I have been teaching yoga for around three years now and when I tell people what I do, the most common question I get asked is “what type of yoga do you teach?”
Unfortunately, for someone not immersed in the yoga world, my answer would not mean much – many yoga styles are names with Sanskrit words, and even if you knew the direct translation, it doesn’t necessarily describe the style. Furthermore, yoga is an evolving discipline. Styles intertwine and merge. To help you navigate within the yoga world you could get started by learning about these four major yoga branches.
Translated from Sanskrit, haṭha means “force” referencing the physical nature of the practice.
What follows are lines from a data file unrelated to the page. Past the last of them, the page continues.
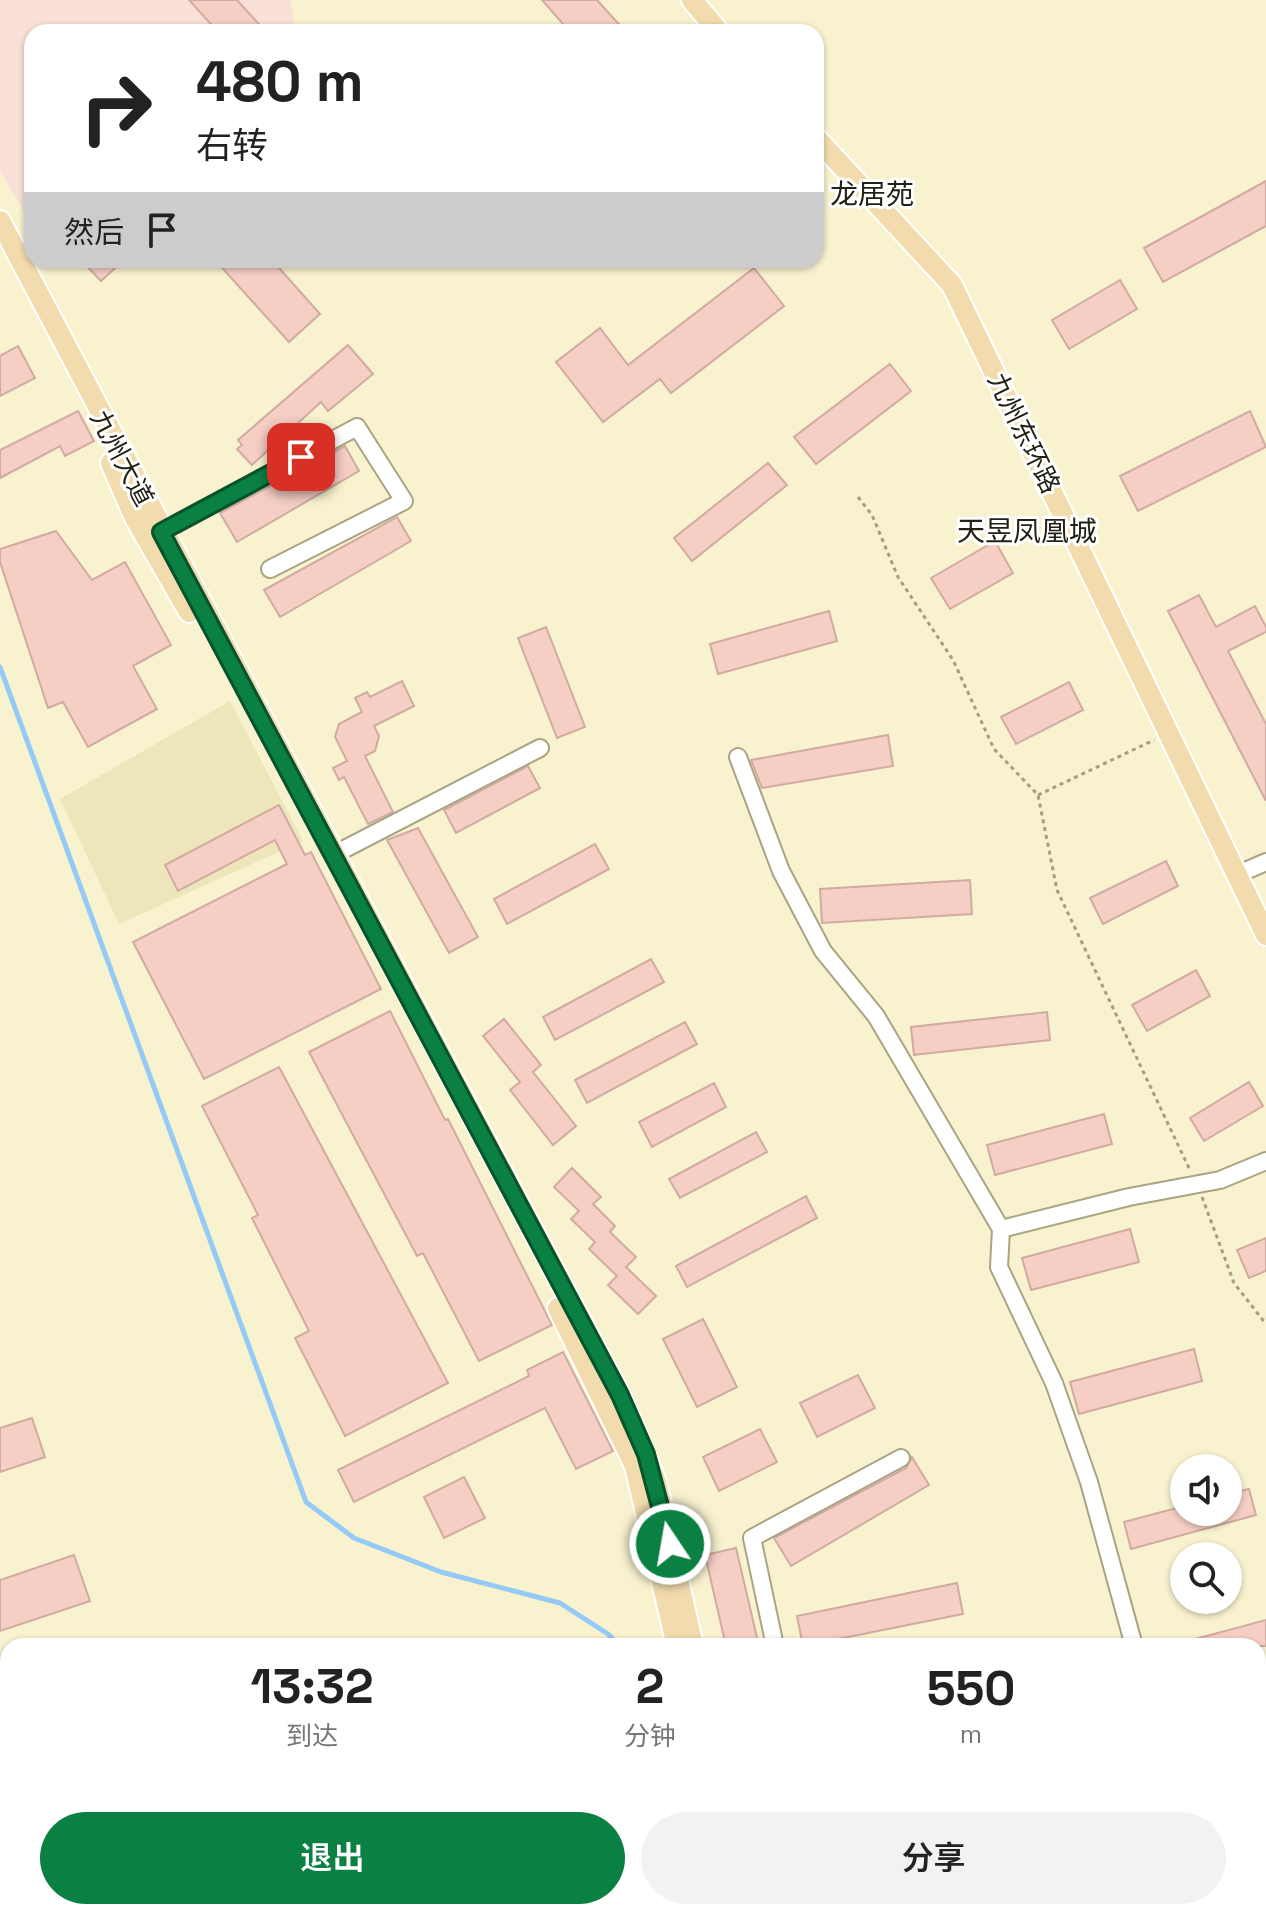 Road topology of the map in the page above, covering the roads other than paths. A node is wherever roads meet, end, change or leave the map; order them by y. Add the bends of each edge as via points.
1 (692, 0) edge
2 (712, 24) edge
3 (824, 147) edge
4 (0, 221) edge
5 (0, 247) edge
6 (24, 267) edge
7 (24, 268) edge
8 (161, 532) junction
9 (270, 569) dead end
10 (540, 748) dead end
11 (738, 757) dead end
12 (333, 855) junction
13 (1266, 862) edge
14 (1236, 875) junction
15 (1266, 935) edge
16 (1266, 1161) edge
17 (1001, 1229) junction
18 (901, 1458) dead end
19 (675, 1638) edge
20 (691, 1638) edge
21 (773, 1638) edge
22 (1132, 1638) edge

1 - 2 main road
3 - 14 main road, 九州东环路 via 952,285
4 - 6 main road, 九州大道
5 - 19 main road via 82,398 135,518 439,1075 594,1379 635,1466
7 - 8 main road, 九州大道
8 - 9 street via 357,427 404,501
8 - 12 main road, 九州大道
10 - 12 street
11 - 17 street via 781,871 823,951 876,1016
12 - 20 main road, 九州大道 via 620,1395 656,1482
13 - 14 street
14 - 15 main road, 九州东环路
16 - 17 street via 1220,1180
17 - 22 street via 999,1267 1054,1383 1089,1482
18 - 21 street via 752,1538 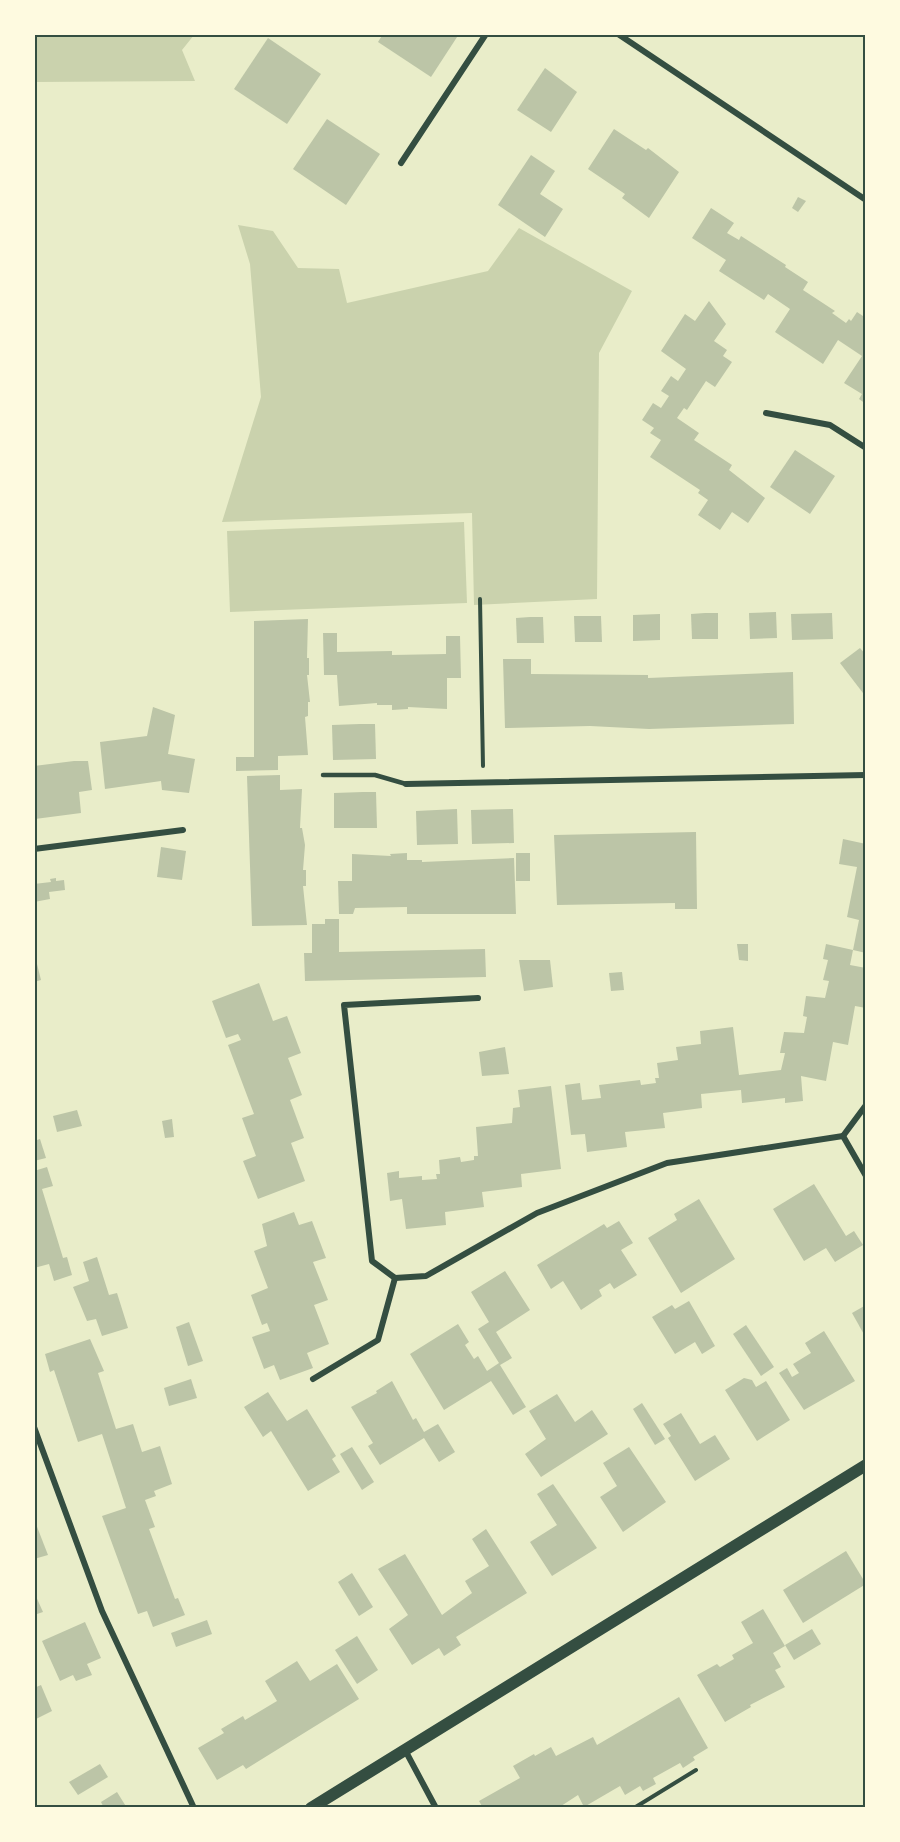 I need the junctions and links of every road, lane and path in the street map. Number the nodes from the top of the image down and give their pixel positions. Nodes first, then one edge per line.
1 (486, 34) edge
2 (618, 34) edge
3 (401, 163) dead end
4 (866, 200) edge
5 (766, 413) dead end
6 (866, 448) edge
7 (480, 599) dead end
8 (323, 775) dead end
9 (866, 775) edge
10 (484, 782) junction
11 (406, 784) joint
12 (183, 830) dead end
13 (34, 849) edge
14 (478, 998) dead end
15 (866, 1104) edge
16 (843, 1136) junction
17 (866, 1176) edge
18 (395, 1278) junction
19 (313, 1379) dead end
20 (34, 1426) edge
21 (866, 1465) edge
22 (405, 1749) junction
23 (696, 1770) dead end
24 (194, 1808) edge
25 (311, 1808) edge
26 (436, 1808) edge
27 (634, 1808) edge

1 - 3 street
2 - 4 street
5 - 6 street
7 - 10 path
8 - 11 lane
9 - 10 street
10 - 11 street
12 - 13 street
14 - 18 street
15 - 16 street
16 - 17 street
16 - 18 street
18 - 19 street
20 - 24 street
21 - 22 main road
22 - 25 main road
22 - 26 street
23 - 27 path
Hatha practice is specifically focused on asanas, or the physical postures in yoga, which in turn is designed to help align your mind, body and spirit in preparation for meditation. The term is often applied to yoga classes taught in gyms as in encompasses many ways of teaching the physical side of yoga practice. Hatha classes are great for beginners, allowing them to learn common postures, find the optimal alignment, and build up strength for more advanced styles of yoga.
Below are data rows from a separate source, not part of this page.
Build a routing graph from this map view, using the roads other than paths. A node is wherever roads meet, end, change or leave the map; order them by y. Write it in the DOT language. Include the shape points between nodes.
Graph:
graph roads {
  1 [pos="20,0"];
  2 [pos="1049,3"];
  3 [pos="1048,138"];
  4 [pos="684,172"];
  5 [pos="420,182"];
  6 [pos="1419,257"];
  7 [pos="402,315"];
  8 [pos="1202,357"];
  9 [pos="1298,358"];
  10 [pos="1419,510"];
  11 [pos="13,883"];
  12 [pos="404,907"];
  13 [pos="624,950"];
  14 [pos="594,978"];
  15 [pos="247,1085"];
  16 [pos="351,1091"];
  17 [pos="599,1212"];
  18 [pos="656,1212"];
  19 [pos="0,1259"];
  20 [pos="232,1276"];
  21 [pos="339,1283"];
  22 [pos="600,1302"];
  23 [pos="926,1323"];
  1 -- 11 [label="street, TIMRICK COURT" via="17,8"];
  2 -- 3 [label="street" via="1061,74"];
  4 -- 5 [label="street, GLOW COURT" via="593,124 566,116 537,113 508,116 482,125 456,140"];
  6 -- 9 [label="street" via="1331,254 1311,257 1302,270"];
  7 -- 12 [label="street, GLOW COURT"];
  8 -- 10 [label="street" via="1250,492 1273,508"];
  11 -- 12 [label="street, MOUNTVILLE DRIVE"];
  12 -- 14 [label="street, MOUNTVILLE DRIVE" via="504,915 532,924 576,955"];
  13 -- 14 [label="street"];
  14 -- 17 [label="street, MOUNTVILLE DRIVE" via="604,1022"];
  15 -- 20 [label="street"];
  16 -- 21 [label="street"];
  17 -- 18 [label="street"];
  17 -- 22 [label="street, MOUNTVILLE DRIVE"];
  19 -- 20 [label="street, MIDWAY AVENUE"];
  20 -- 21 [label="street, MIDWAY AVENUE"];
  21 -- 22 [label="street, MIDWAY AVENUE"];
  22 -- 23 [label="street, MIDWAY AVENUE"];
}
Ashtanga, literally translated as “eight limbs”, is a style of yoga with emphasis on yoga’s role as exercise. It was developed in mid-20th century and is often promoted as a modern-day form of classical Indian yoga. Compared to other styles of yoga on this list, Ashtanga stands out due to its structured approach and relatively demanding postures. Ashtanga practice is broken down into six series – Primary Series, Intermediate Series, and four Advanced series, each new one
increasingly more difficult than the previous one. A typical Ashtanga session begins with five repetitions of Sun Salutation A and Sun Salutation B, followed by a set sequence of standing postures and finally, a set of postures from the series that student is currently mastering.
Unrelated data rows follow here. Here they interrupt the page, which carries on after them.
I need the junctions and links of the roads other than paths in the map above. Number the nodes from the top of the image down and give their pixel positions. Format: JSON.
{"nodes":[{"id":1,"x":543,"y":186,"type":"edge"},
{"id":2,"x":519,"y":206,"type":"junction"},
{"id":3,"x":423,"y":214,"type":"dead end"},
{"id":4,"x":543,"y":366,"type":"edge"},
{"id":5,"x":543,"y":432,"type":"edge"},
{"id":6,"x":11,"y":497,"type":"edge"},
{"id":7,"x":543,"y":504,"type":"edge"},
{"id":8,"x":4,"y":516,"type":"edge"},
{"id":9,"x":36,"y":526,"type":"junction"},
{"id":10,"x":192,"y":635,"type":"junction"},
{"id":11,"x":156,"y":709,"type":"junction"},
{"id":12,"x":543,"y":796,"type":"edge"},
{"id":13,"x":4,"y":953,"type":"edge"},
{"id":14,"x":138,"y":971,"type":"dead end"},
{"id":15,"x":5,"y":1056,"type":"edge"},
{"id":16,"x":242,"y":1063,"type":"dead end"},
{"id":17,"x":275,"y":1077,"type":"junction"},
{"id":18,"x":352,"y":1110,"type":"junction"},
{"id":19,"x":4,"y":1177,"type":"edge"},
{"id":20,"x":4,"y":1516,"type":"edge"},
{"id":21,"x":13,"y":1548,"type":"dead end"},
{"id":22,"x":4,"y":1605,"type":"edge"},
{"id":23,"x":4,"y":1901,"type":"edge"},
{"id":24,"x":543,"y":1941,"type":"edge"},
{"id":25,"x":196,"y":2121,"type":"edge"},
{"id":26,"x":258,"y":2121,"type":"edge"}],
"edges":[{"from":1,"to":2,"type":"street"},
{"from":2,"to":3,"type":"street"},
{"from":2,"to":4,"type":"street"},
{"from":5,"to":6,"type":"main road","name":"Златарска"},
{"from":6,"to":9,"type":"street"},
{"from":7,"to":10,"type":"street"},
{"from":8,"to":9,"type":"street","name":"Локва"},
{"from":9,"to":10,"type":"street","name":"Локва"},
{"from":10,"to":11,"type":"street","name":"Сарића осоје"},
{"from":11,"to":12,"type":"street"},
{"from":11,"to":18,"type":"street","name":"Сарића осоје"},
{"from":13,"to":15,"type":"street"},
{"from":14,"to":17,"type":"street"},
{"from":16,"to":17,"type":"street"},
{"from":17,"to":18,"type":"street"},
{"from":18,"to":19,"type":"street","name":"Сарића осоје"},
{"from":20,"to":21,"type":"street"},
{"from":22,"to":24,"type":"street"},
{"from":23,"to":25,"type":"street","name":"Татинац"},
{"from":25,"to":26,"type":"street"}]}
Ashtanga students are expected to memorise these sequences so that they can practice in a room with other students without being led by an instructor. It’s a great choice for those who prefer practising at their own pace. It also makes it easier to track your progress as you become
The word vinyāsa refers to the smooth transition between physical postures, often paired with the breath. When used in relation to Ashtanga practice, it often references a set sequence of movements used as transition between asanas, the same sequence being part of Sun Salutations, namely Chaturanga Dandasana (Four-Point Staff Pose), Urdhva Mukha Svanasana (Upward Facing Dog Pose) and Adho Mukha Svanasana (Downward Facing Dog Pose). As a style, vinyasa is often described as a “flow”, where asanas are seemingly woven together with
rhythmic breaths. Vinyasa yoga is typically quite fast paced and relies on continuous movement to build up heat from the centre of the body. Because of its free-flowing nature, many poses can be adapted to suit a variety of experience level and different body types.
Yin yoga is a gentle-paced style of yoga where asanas are held for longer periods of time to encourage the involvement of the connective tissues in the body, such as tendons, ligaments, and fascia. As the postures are held for anywhere from 45 seconds to several minutes, this style encourages a more meditative approach to yoga, embracing the stillness of the body and bringing awareness to inner thoughts. In the effort to experience the benefits of yin yoga without stressing the connective tissues too much, props such as blocks, bolsters, blankets and straps may be offered to make appropriate adjustments. The name is based on the Taoist concept of yin and yang – yang here referring to more dynamic styles of yoga, while yin postures being more passive and downward moving. Due to its gentle pace, yin yoga may be a great option for those with mobility issues, existing injuries, or those new to yoga.